There are many definitions of faith. "Faith" is perhaps a unique word, a word that is not intended ever to be fully understood, but experienced and lived and learned until the final moment of life.
Our atheist friends probably find ways to trivialize this word, but we know it to be the thing that saves us. It is our source of joy when first we begin to understand the good news of Jesus Christ; that our sins are forgiven and our salvation is assured through the death and resurrection of our Saviour. At some point we will realize that our faith is no mere act of will, but a gift from God, enabled through Christ and received by the Spirit.
When someone is suffering from serious illness, it is no time to be shy. If they have not yet heard or understood the good news, it is time they did. It is time they heard it from a friend, in a kind, gentle and confident way.

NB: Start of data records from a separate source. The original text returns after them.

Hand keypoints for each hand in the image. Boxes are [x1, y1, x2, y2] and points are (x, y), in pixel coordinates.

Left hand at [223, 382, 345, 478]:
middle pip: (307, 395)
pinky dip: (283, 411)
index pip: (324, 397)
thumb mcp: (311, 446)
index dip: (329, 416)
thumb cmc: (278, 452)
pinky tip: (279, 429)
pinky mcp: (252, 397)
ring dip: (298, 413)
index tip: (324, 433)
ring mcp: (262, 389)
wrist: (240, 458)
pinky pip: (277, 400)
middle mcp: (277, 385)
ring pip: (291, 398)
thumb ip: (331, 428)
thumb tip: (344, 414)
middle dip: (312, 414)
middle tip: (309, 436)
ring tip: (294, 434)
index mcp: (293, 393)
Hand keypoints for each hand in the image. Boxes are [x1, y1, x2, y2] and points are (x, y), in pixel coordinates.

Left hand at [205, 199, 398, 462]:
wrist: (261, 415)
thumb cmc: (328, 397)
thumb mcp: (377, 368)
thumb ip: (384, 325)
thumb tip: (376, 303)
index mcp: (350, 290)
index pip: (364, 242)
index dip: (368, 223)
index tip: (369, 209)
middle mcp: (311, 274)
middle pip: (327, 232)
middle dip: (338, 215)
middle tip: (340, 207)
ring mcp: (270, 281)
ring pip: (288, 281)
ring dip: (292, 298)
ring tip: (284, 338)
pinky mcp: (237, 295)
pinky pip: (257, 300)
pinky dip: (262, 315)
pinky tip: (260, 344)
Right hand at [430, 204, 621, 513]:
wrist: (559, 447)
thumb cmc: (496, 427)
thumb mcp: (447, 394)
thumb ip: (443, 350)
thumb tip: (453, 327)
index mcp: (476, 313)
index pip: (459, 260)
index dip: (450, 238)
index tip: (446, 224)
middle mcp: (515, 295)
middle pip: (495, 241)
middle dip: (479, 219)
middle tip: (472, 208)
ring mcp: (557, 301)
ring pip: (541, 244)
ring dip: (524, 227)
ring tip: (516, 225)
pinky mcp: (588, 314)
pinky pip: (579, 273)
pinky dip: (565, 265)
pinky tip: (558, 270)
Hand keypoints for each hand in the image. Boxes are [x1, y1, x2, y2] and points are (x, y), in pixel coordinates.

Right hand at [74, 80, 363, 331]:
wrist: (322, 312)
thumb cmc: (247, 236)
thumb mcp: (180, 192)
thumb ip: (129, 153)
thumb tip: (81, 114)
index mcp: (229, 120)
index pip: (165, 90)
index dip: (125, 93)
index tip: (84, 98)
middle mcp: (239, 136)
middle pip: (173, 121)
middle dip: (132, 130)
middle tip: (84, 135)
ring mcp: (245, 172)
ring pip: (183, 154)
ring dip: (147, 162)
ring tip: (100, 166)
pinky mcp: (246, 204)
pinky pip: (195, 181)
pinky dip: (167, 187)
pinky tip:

Then there is the case of our Christian friends who might be suffering. We might normally consider them to be very mature Christians, but because of ill health, agonizing pain or personal loss they almost appear to have lost their faith. What shall we say to them?
In some cases perhaps little needs to be said. Our presence, our friendship, our love may be the best we can do. Very few people, in the throes of pain, are likely to cry out “I need to hear a good speech.”
In other cases there may be an earnest and thoughtful questioning of the ways of God. We need to listen very carefully. With God’s help, we can try to respond. In a response written with atheists in mind, David J. Wolpe writes:
Why does faith matter? Love of this world, of one another, is the sole hope in an age when we can destroy the world many times over. There is no power that is only good, that cannot be twisted for evil. Religion is hardly an exception. But while there are many things that can doom us, there is only one thing that can save us. Faith. Not blind or bigoted faith, but faith that pushes us to be better, to give more of ourselves, to see glimmers of transcendence scattered throughout our lives. Such faith is both an achievement and a gift: it is an achievement of seeking, questioning, yearning, reasoning, hoping, and it is a gift of God, who fashioned this world, whose goodness sustains it and whose teachings could save it if only we—believers and deniers both—would listen, would love.
However problematic faith might seem at times, the absence of faith is even more baffling to the human spirit. With faith, wonderful possibilities open up, both here and now and for eternity.
As for our friend in extreme pain, he may not want to listen to us—just as we might feel if we were in his position. But we can pray for him, pray that he will hear a voice within his soul, saying with power and with comfort: “Be still, and know that I am God.” (Psalm 46:10).
In faith and fellowship,
 David J. Wolpe, Why Faith Matters (New York: HarperCollins), 2008, pp. 197-198.